Orsted chief commercial officer Martin Neubert said the high fees could have been avoided had the round used a higher capacity cap.
“The UK leasing round 4 confirms that the UK is an attractive market and clearly demonstrates that appetite in this leasing round by far exceeded supply, resulting in unsustainably high front-end costs,” he said.
Neubert said the high fees risk driving unsustainable financial returns for developers and passing higher energy costs on to future energy consumers.
“To achieve the green transition at the lowest cost to society and in the fastest possible way, authorities must work with the sector to provide a predictable allocation of seabed at sufficient scale and sustainable price levels,” he added.

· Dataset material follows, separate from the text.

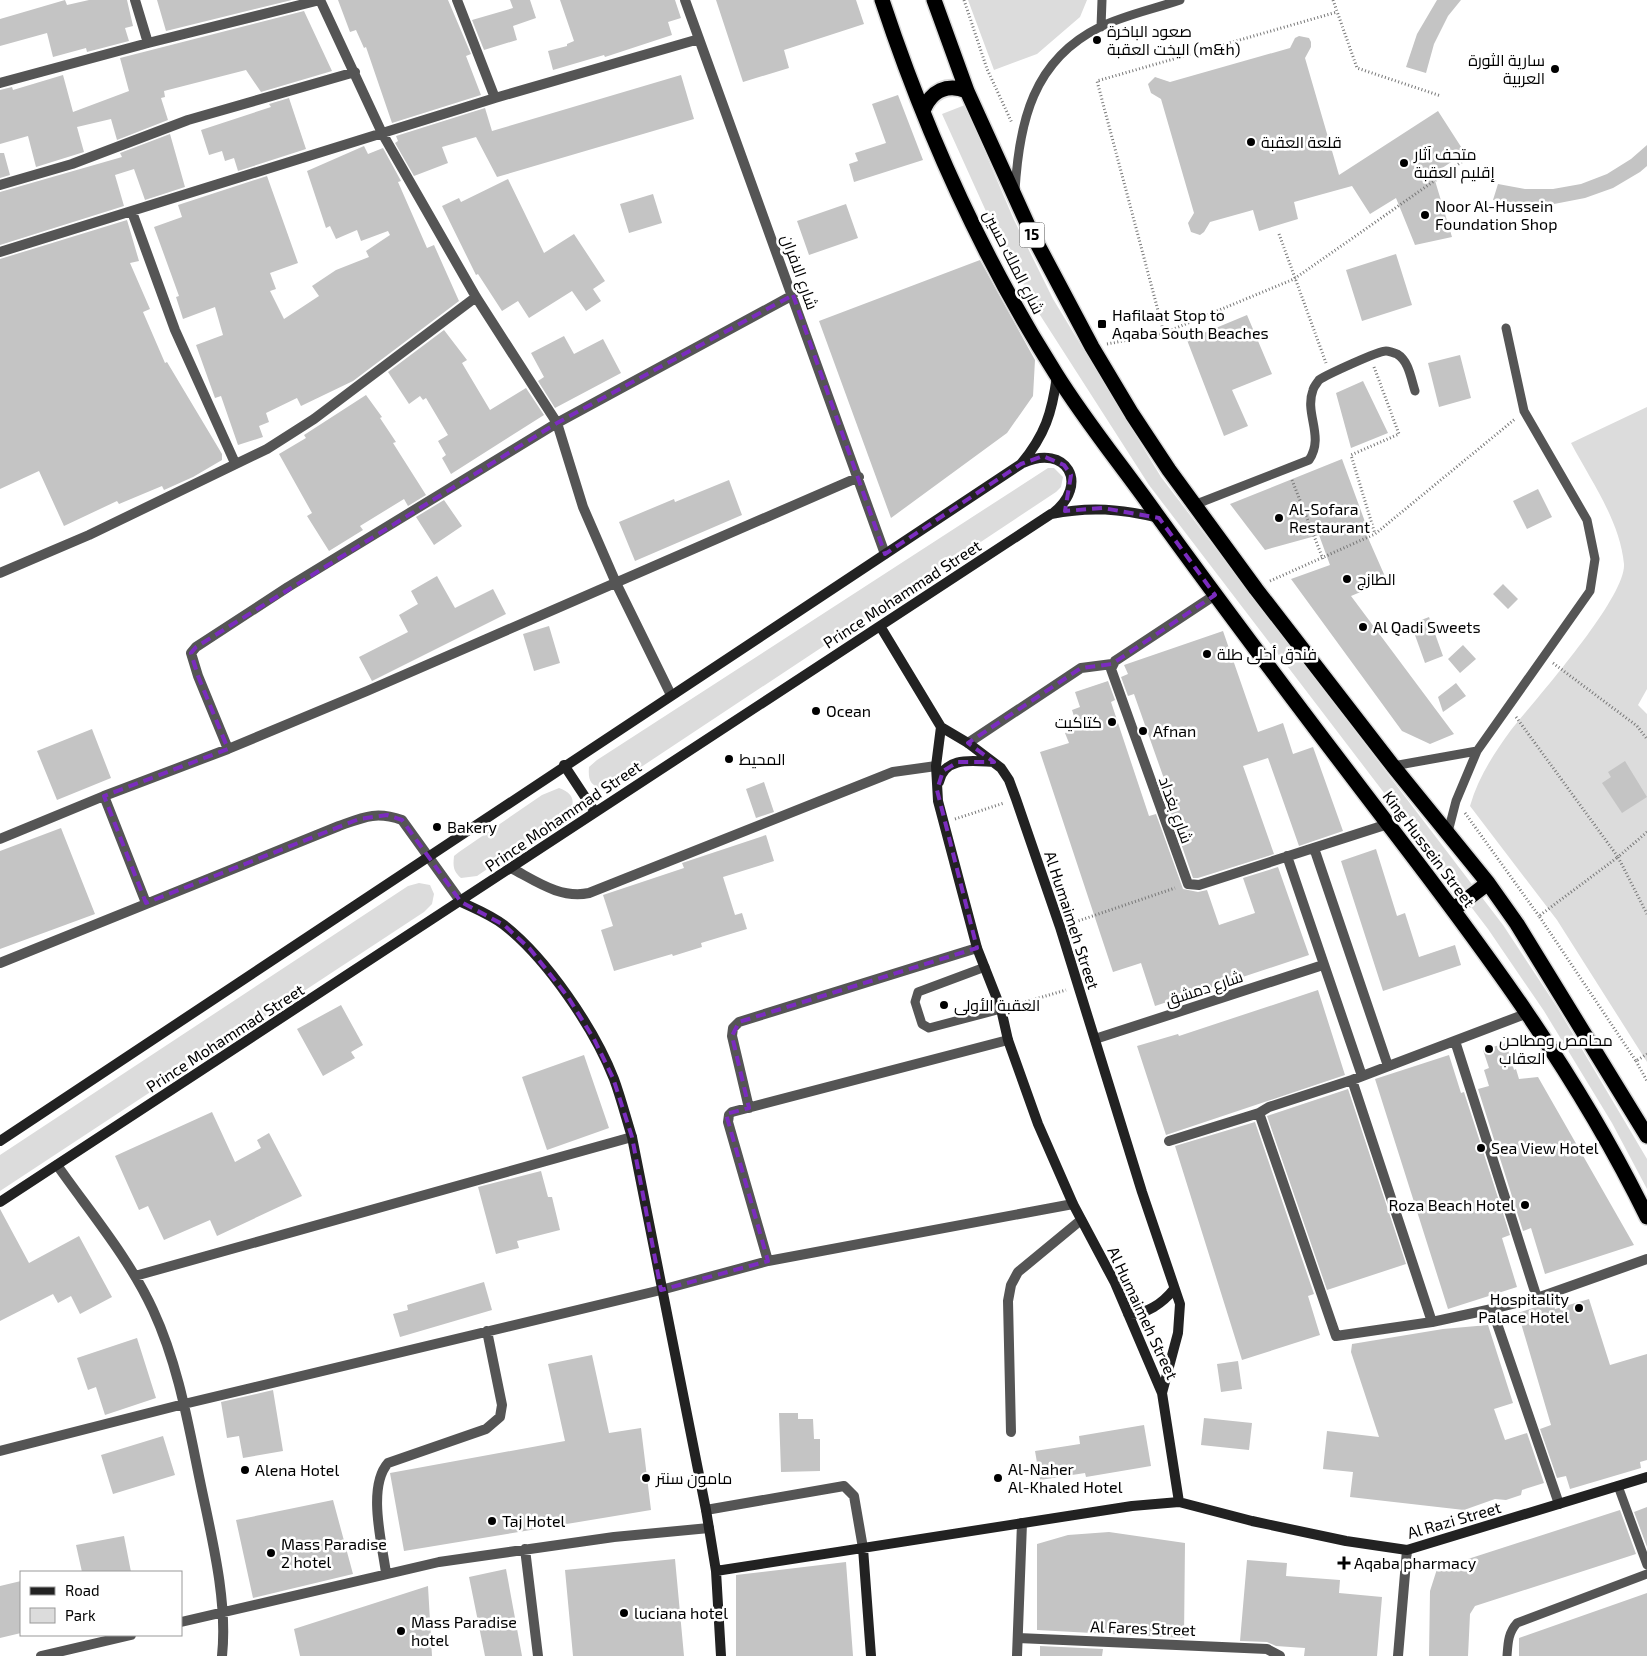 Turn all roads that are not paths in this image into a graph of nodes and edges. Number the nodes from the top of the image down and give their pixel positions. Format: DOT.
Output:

“The Crown Estate has undertaken to run regular leasing rounds to provide further seabed to the sector; it’s vital that the lessons are learned from Lease Round 4, and in future the leasing process takes a lifecycle approach to delivering value to society.”
WindEurope has said the UK got its latest offshore wind leasing round “badly wrong”, risking raising the costs of the sector.
The trade Group criticised the new bidding system that makes investors pay an upfront ‘option fee’ for the right to develop projects.
The option fee will be paid each year until companies get final planning permission, which they need to then bid in the Contracts for Difference (CfD) auction.
The planning process could take up to 10 years, WindEurope warned.
It also said the UK had not made enough capacity available for the expected high demand risking an auction with very high bids.
WindEurope chief executive Giles Dickson said: “The UK has done a great job so far on offshore wind. They’ve used the right auction design with CfDs.
“They‘re building up a strong supply chain creating thousands of jobs. They’ve reduced the costs for offshore wind hugely. They’ve set extremely ambitious targets for further build-out.
“But now with their new seabed leasing auction, they’re getting it badly wrong.
“Bidders shouldn’t have to pay large amounts for the right to develop offshore wind.
“And they’re making so little capacity available, that developers are having to pay huge amounts to win the auction.
“The developers will have to pass on these costs, so it’s a big new burden on consumers with no additional benefits.”
WindEurope said that the option fees announced in today’s Round 4 results total £879m (€1bn) a year for the nearly 8GW and represent a very significant sum for developers.
Dickson said: “The last time the UK allocated seabed rights 10 years ago, it was for four times more capacity than what they’re auctioning now.
“Yet now they’re trying to build far more offshore wind. And there are more companies who want to build it.
“Plus it’s unclear when the next auction will take place. So there’s a price frenzy in the bidding – that’ll just get passed on to energy bills.”
He added that no other country in Europe has this sort of model for seabed leasing.
Dickson said: “Demanding extra upfront payments only increases the costs of offshore wind.
“Just when offshore wind was becoming such a success story for the UK, they risk making it more expensive, increasing energy bills and undermining the expansion of the industry and all the jobs it should be creating, especially in the northeast of England.
“It’s bad for the economy and bad for the energy transition the UK is supposed to be championing.”